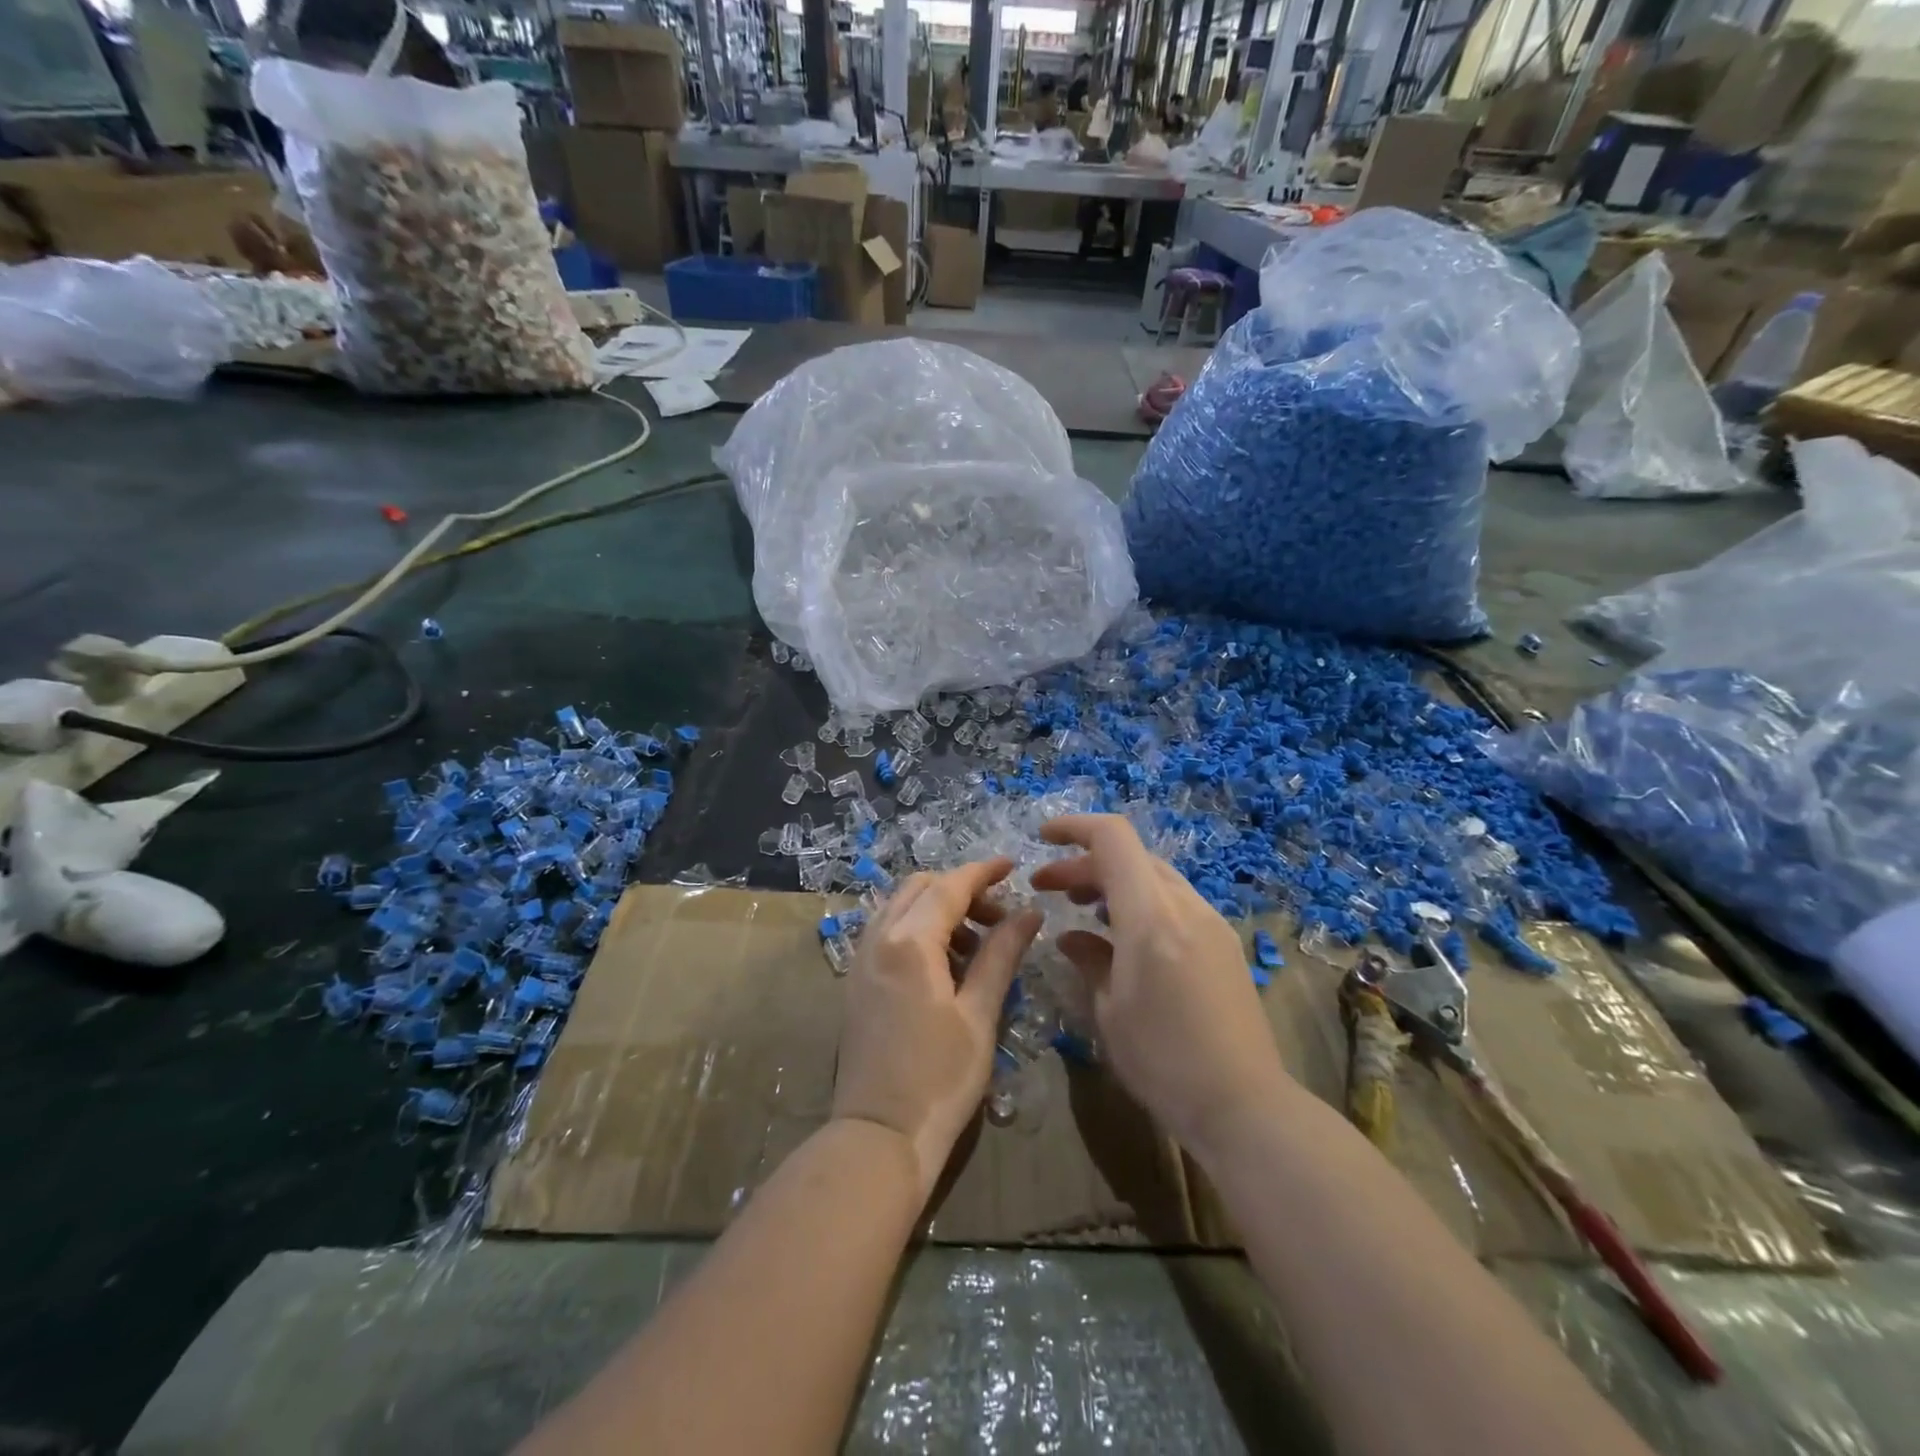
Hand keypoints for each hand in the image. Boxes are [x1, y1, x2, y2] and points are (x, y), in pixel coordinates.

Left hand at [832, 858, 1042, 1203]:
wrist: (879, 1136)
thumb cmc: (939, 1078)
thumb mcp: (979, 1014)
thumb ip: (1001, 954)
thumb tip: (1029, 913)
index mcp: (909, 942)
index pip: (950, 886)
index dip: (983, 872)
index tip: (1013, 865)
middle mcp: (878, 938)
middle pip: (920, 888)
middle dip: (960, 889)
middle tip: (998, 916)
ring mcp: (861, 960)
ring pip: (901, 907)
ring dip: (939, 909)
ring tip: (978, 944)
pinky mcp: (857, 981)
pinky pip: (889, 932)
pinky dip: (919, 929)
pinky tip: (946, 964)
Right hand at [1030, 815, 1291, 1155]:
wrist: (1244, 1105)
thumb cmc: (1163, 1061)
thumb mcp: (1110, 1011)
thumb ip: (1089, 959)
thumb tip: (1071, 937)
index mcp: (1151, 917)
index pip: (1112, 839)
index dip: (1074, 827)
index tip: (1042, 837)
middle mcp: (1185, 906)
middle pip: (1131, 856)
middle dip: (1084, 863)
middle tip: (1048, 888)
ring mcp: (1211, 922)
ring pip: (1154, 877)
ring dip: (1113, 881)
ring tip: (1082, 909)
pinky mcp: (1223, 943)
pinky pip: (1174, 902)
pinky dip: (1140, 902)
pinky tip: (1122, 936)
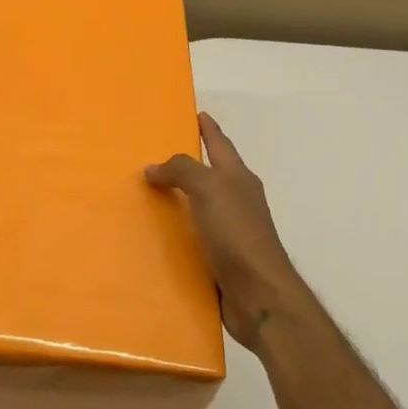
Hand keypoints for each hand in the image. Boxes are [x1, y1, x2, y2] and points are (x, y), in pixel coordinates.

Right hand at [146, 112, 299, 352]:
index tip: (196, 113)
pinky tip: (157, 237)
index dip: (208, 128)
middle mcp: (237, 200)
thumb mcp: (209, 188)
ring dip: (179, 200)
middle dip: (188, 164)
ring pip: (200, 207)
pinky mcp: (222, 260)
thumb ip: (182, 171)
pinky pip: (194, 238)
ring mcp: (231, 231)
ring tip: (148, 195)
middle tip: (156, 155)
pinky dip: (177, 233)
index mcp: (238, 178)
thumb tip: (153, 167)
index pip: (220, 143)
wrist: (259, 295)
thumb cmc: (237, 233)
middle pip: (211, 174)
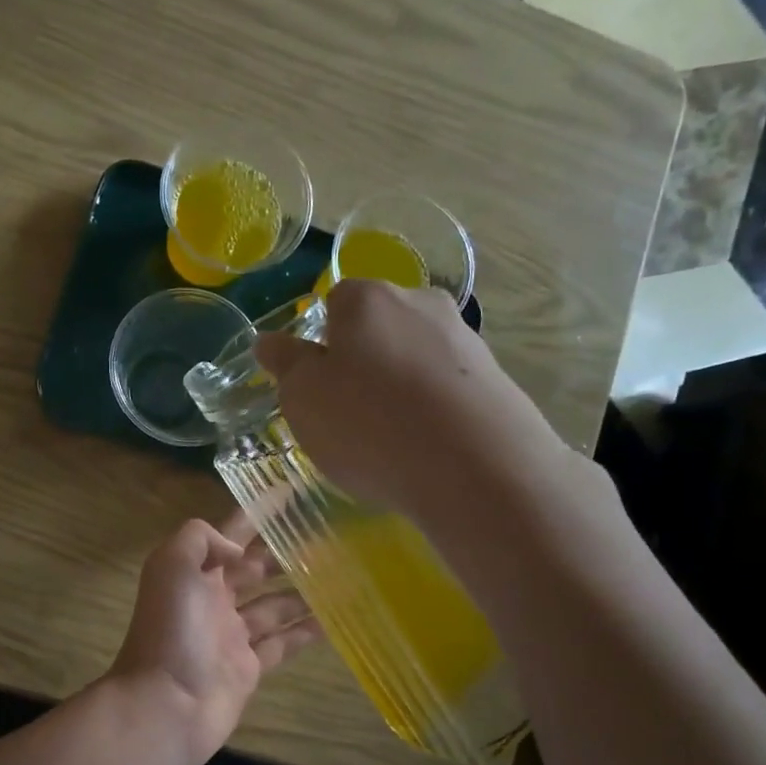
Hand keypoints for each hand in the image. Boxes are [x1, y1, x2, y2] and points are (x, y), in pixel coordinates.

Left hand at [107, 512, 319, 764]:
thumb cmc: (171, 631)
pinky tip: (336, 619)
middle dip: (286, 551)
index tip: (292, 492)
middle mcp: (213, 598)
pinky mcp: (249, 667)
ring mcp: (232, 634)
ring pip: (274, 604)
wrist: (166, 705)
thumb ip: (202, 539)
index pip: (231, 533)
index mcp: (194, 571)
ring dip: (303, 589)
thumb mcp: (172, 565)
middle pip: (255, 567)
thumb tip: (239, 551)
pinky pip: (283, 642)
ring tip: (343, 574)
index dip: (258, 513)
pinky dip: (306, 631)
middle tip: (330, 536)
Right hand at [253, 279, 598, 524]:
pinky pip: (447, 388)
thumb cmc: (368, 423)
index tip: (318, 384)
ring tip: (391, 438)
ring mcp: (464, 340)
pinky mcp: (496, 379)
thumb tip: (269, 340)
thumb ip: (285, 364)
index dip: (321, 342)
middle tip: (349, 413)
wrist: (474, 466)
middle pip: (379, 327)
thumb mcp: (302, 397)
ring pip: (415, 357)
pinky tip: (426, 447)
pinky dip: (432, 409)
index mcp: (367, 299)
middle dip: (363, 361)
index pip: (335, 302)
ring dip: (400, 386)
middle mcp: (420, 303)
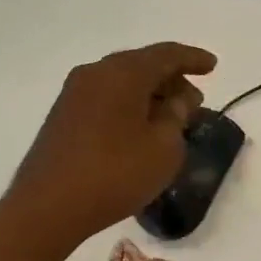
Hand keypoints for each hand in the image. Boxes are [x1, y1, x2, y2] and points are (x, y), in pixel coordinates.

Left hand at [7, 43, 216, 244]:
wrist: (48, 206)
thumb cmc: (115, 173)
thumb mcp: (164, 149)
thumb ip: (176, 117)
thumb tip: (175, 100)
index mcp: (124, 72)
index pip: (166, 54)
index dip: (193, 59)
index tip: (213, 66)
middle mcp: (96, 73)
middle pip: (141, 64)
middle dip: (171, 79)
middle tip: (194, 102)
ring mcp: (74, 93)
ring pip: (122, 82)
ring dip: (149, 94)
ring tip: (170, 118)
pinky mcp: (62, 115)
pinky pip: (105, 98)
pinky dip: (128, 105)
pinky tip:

= What the task requires =
Copy exactly. Start at the line containing "middle pip: (141, 64)" and continue through the last line of the records.

= Written reply =
middle pip: (141, 64)
middle dip: (171, 79)
middle tip: (194, 102)
ring mcp: (74, 93)
ring pip: (122, 82)
ring dip: (149, 94)
ring tip: (170, 118)
pinky mcp: (62, 115)
pinky pip: (105, 98)
pinky dip: (128, 105)
pinky tip:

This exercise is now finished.